Un lundi soir au Pérou - La vie est un roman

Laly De Garcia

Il est 9 heures lundi soir. On a bu de l’avoine et de la quinoa bouillis avec du lait et de la cannelle et on a mangé de petits pains blancs tout ronds que l’on ouvre pour y glisser de grosses olives noires juteuses. Chacun a terminé son repas à son rythme. Le petit Luis et ses grands yeux déboulent dans la grande salle toute de ciment, un cahier barbouillé sous le bras.

-       Alors… mes devoirs pour demain… 

-       C’est bien, tu t’y prends en avance », répond Gladys dans un sourire en s’appliquant à plier en triangle une serviette de table en papier. Elle les range toutes dans un présentoir qui sera bondé pour la journée du lendemain. Et elle recommencera demain soir.

-       Alors… E-cris- 10- phra-ses- avec l’-ar-ti…l’ar-ti-cle « le » ou « la ». Mamita, c’est quoi ?

-       Mirko, viens aider ton frère !

Mirko, déjà papa dans l’âme, arrive en marchant la tête haute. Il lit les consignes rapidement.

-       Bon, allez, dépêche-toi ! », s’exclame-t-il sur un ton autoritaire qui sied particulièrement au pouvoir que vient de lui déléguer sa grand-mère.

-       Qu’est-ce que j’écris ?

-       Ecris… bah cherche… une phrase avec « le » ou « la »…

-       Le bébé Hector tête le néné de ma tante.

-       Non, dis plutôt : le bébé Hector boit du lait maternel », rectifie Gladys consciente qu’il y a certaines choses qui ne s’écrivent pas comme elles se disent.

-       Et maintenant ?... Alors… La poule chante en anglais… », s’écrie Luis, tout heureux de sa trouvaille qui illumine ses grands yeux rêveurs.

-       Euh… », sa grand-mère s’arrête là : ce serait trop cruel d’en dire plus.

-       Non ! », rectifie Mirko, le rationaliste. « Une poule, ça ne chante pas ! Autre chose, dépêche-toi…

-       Pour Noël, on vend des jouets », Luis interroge son frère du regard en s’accoudant sur la table.

-       Il est où « le » ou « la » ?

-       Pour LA Noël, on vend des jouets, alors », Luis penche la tête sur le côté pour sceller la négociation.

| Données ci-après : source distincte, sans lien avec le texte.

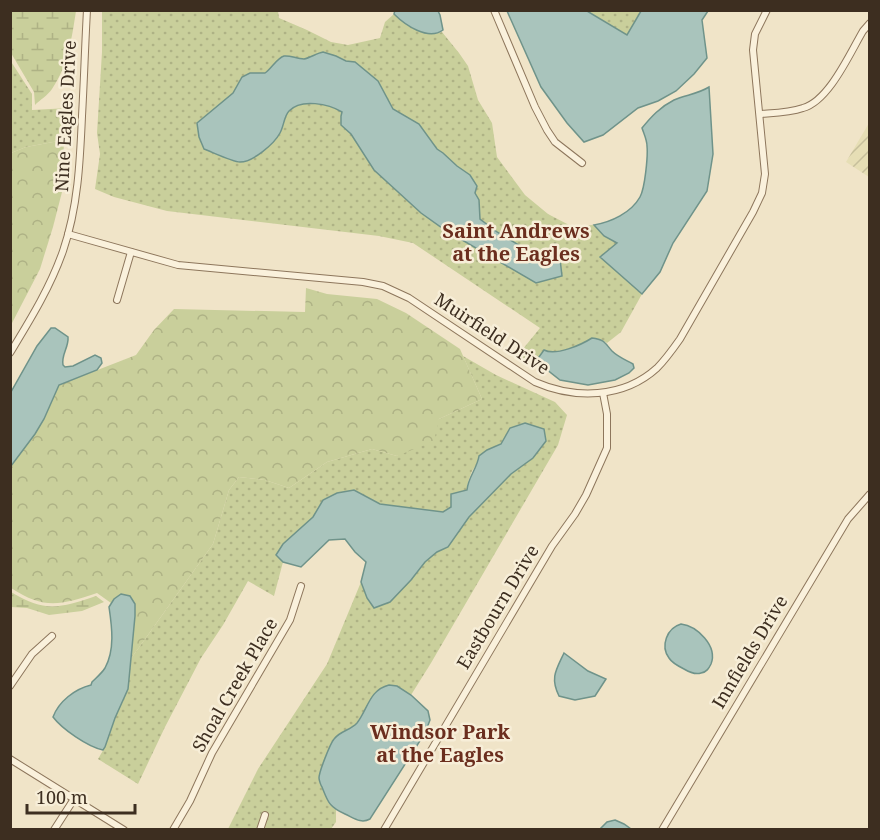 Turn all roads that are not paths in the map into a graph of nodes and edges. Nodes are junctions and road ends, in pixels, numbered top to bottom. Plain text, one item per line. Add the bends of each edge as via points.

-       D’accord, écris-le, vite.

-       Ensuite…

-       A la télévision, on passe les infos », suggère Gladys qui se prend au jeu. Puis, elle me regarde en souriant timidement « ou… non ? ». Je suis touchée.

-       Oui, oui c’est très bien », je m’empresse d’abonder dans son sens, faisant fi de tous mes principes.

-       Ou alors, on n’a qu’à dire : A la télévision, il y a des chaines importantes qui passent les informations… », renchérit Mirko en se levant de sa chaise.

-       Ou alors… » s’enthousiasme Luis.

-       Tais-toi ! », lui assène son grand frère. « Hein, mamita : à la télévision, il y a plusieurs chaines et certaines passent des informations, mais pas toutes !», cherche à préciser Mirko. Pour lui, l’approximatif n’existe pas.

-       Un peu compliqué, mon petit ! A la télévision, on passe les infos, ça suffit… », rétorque sa grand-mère doucement.

-       Mais, il n’y a pas que des infos !

-       Je sais… c’est pour l’exercice seulement…

-       Ah, mais quand même…

-       Ah celui-là ! Quel têtu, têtu, têtu !», s’exclame Gladys en l’attrapant de sa chaise pour le serrer dans ses bras.

On éclate tous de rire. Luis est tout excité à moitié debout sur sa chaise avec des petits rires de singe. Mirko rigole comme une otarie en ouvrant largement la bouche. Gladys ressemble à un ours assis à manger du miel et rit de son rire grave qui lui fait bouger le ventre. Un lundi soir ordinaire au Pérou.